Locate each line of the material that contains "above", then return it.

SOURCE INFORMATION START

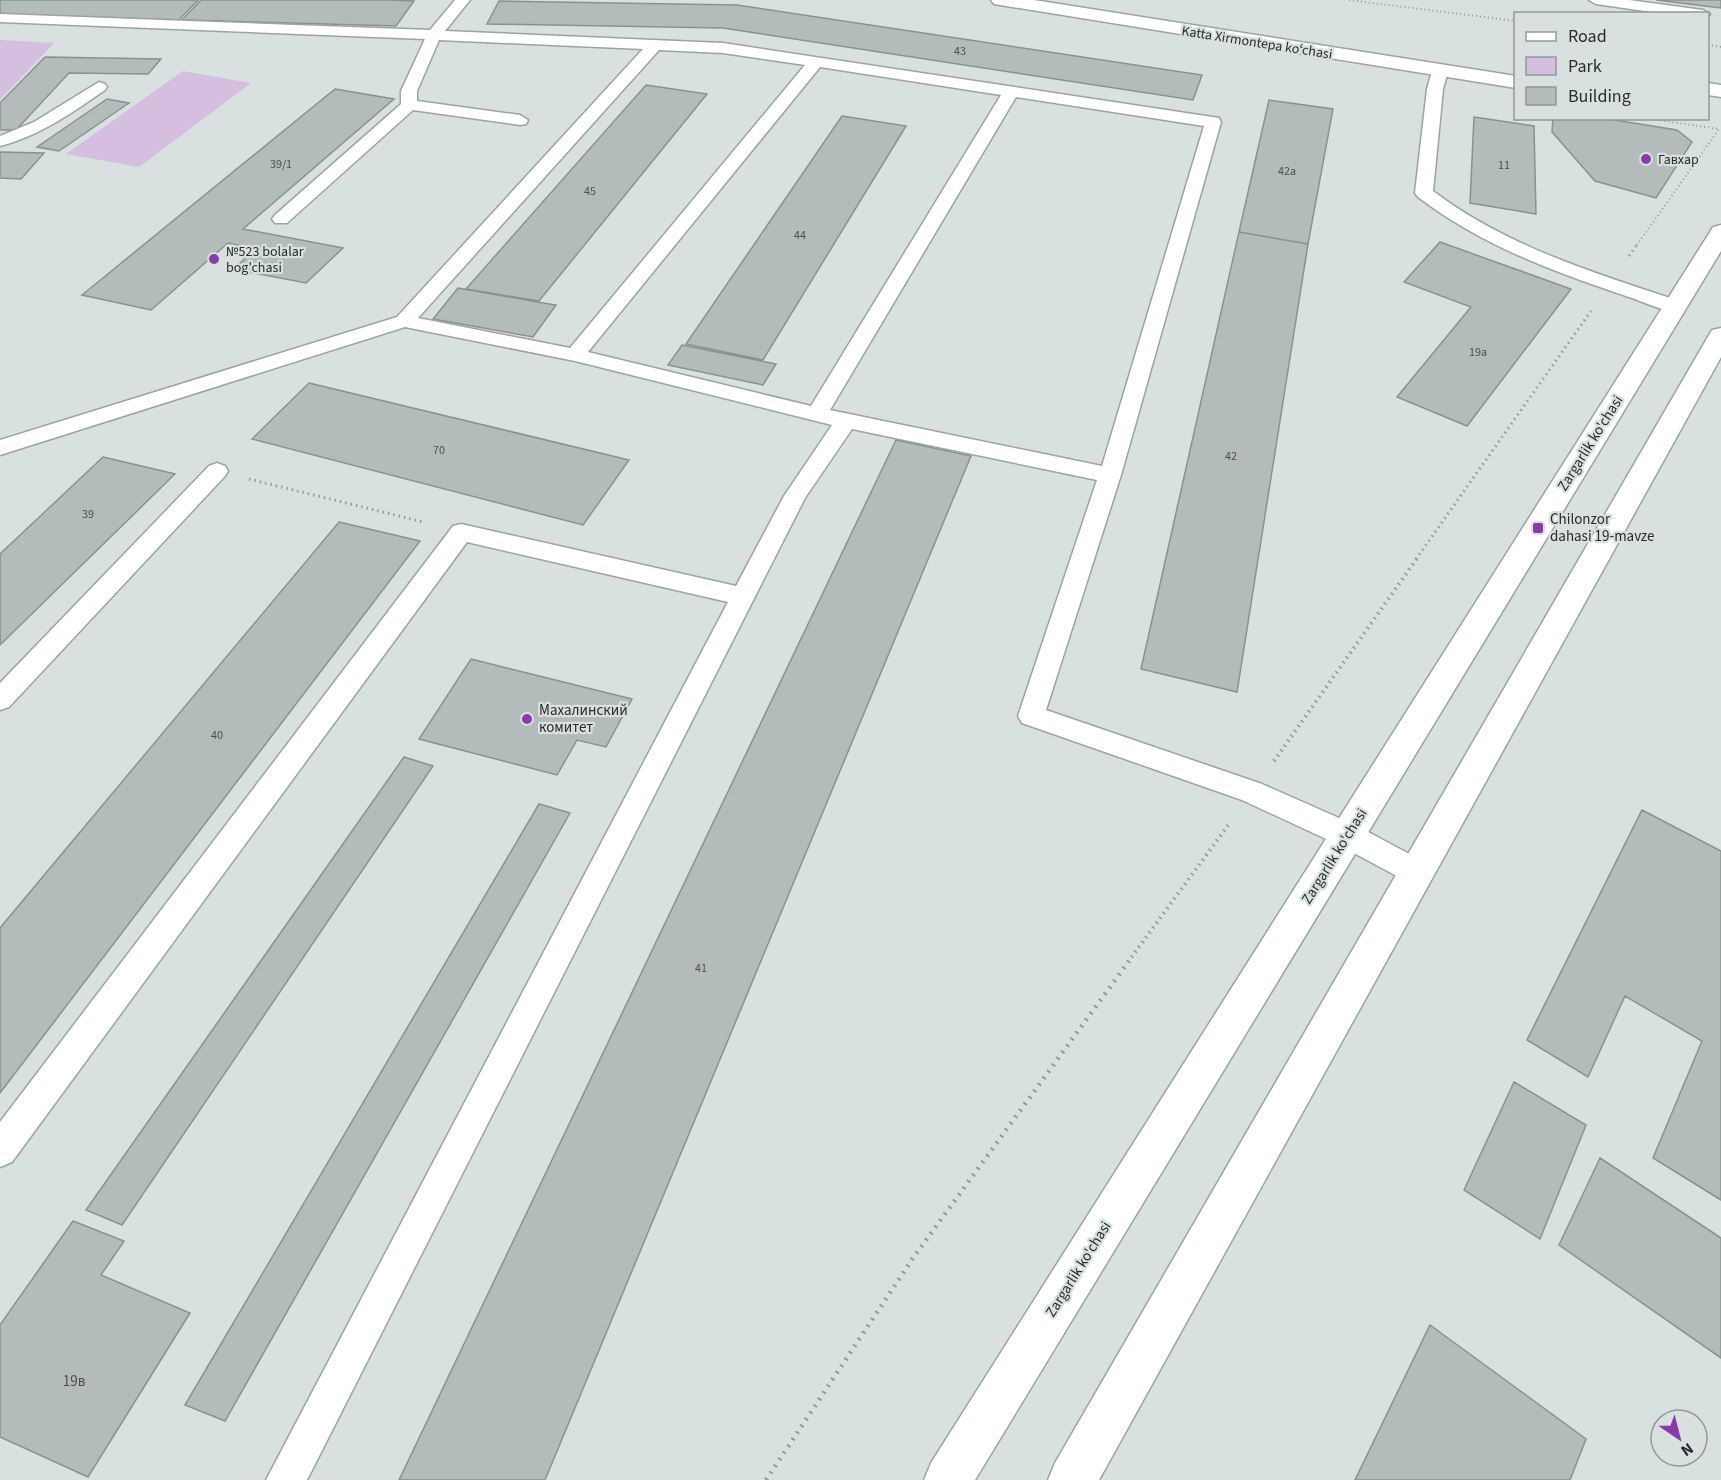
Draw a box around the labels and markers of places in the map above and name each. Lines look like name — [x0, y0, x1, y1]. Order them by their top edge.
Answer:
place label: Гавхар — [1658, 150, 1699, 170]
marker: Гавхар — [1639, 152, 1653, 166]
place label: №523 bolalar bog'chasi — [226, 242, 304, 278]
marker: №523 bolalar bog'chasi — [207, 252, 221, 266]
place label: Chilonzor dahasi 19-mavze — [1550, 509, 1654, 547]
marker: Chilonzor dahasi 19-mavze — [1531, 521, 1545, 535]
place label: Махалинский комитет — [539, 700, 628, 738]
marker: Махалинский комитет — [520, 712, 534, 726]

SOURCE INFORMATION END
SOURCE INFORMATION START

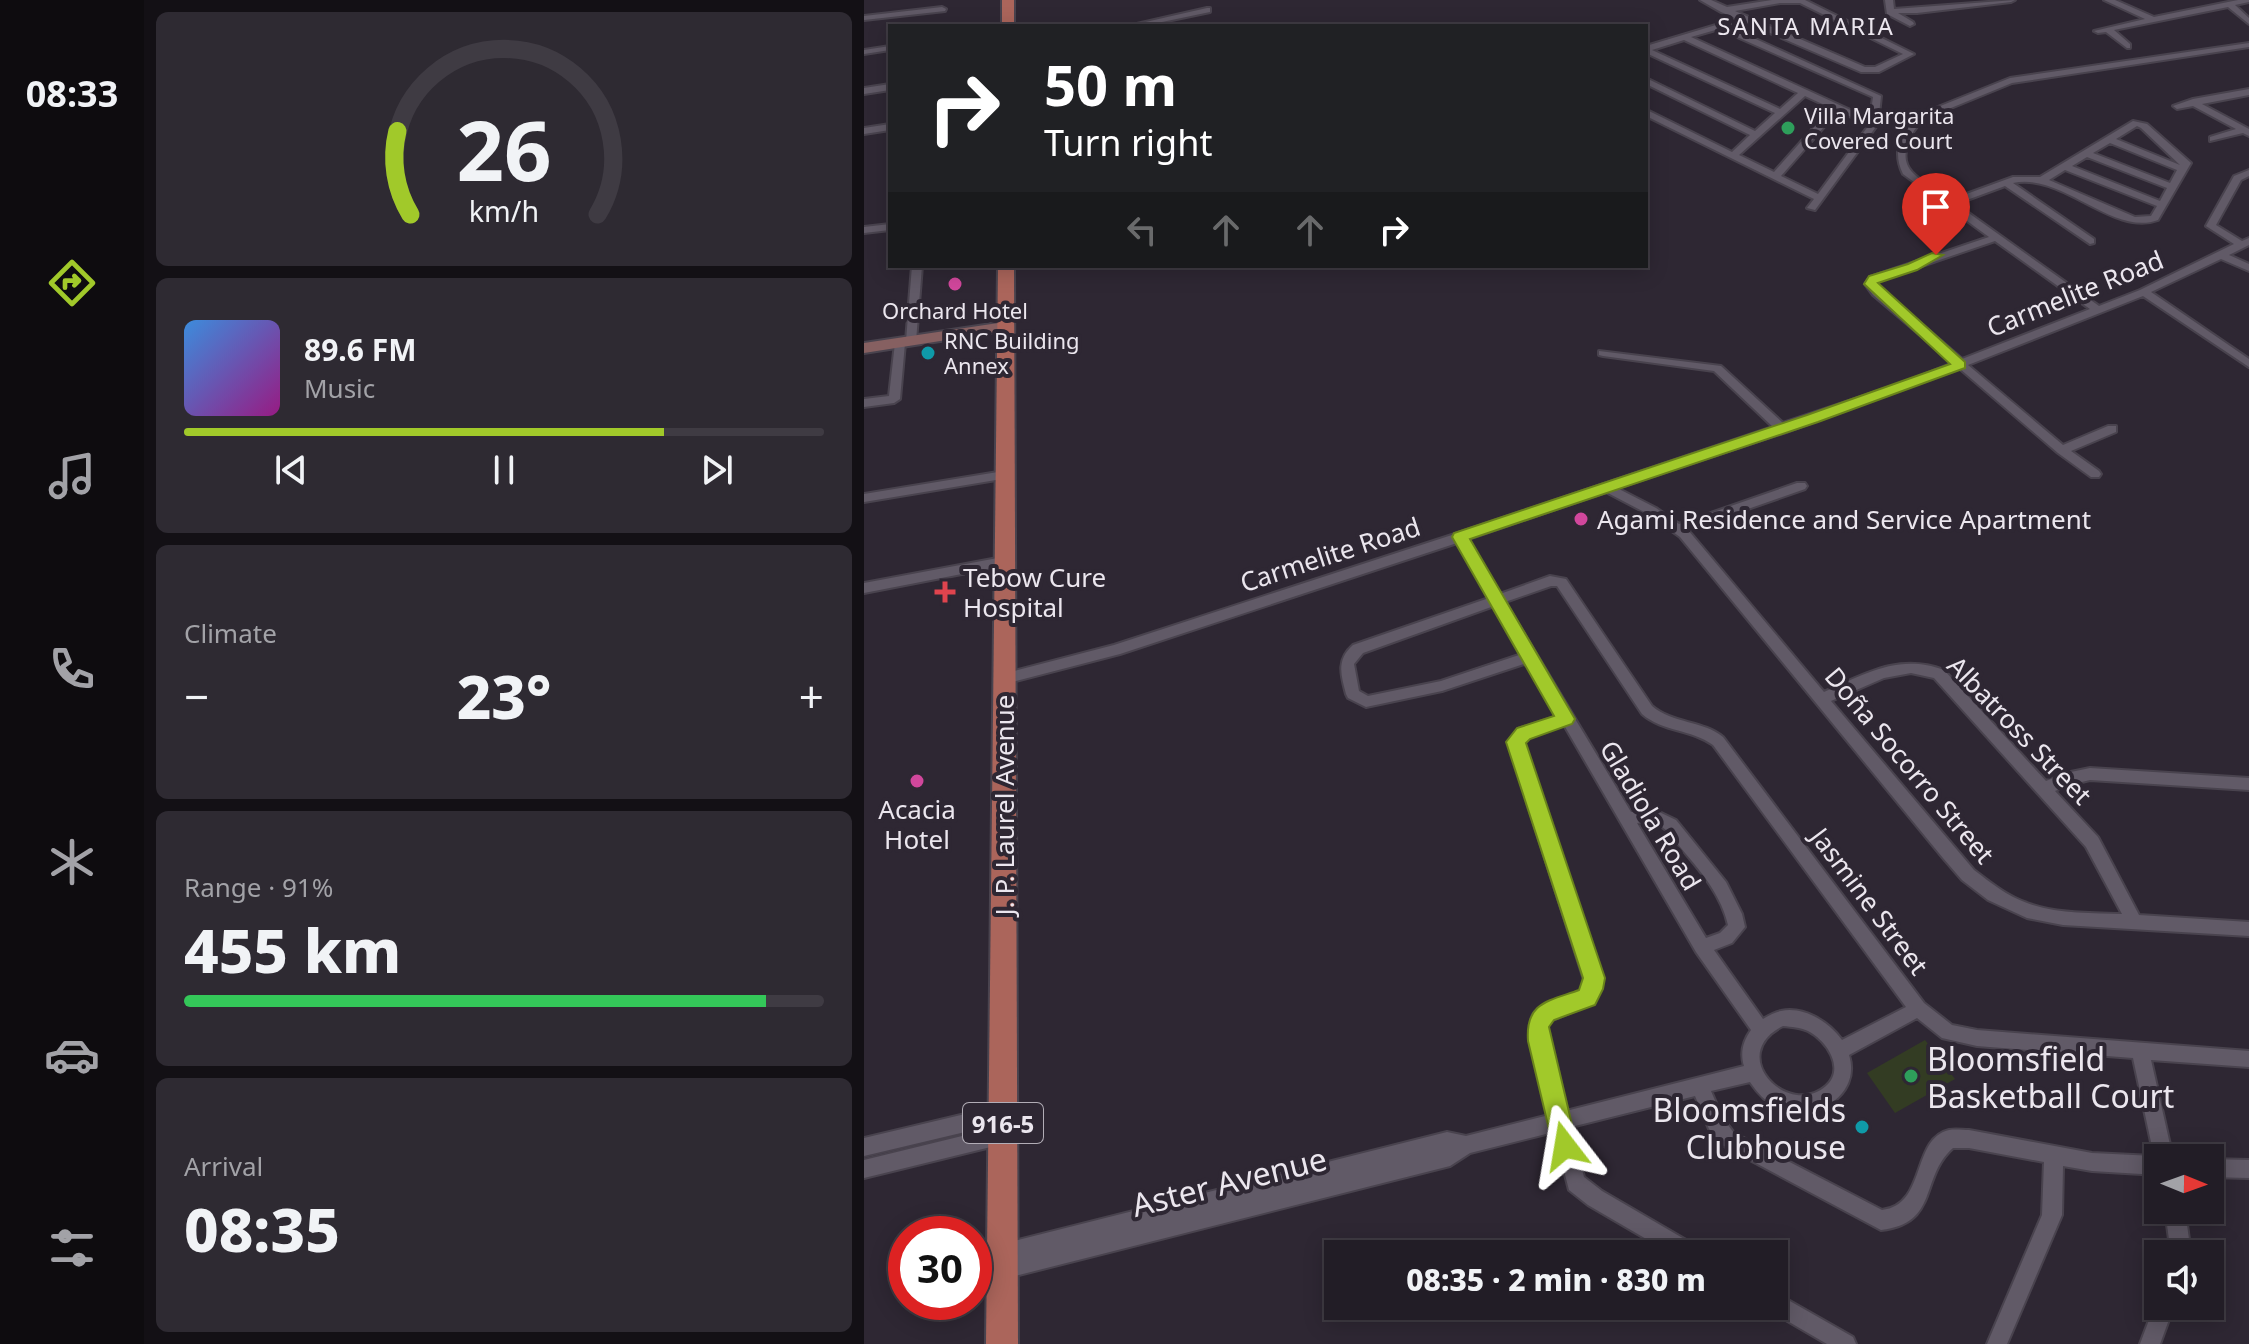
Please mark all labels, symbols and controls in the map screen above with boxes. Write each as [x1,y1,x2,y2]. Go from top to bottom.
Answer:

SOURCE INFORMATION END

## RESULT OF THIS EXERCISE:
Draw a box around the labels and markers of places in the map above and name each. Lines look like name — [x0, y0, x1, y1]. Order them by their top edge.
Please mark all labels, symbols and controls in the map screen above with boxes. Write each as [x1,y1,x2,y2]. Go from top to bottom.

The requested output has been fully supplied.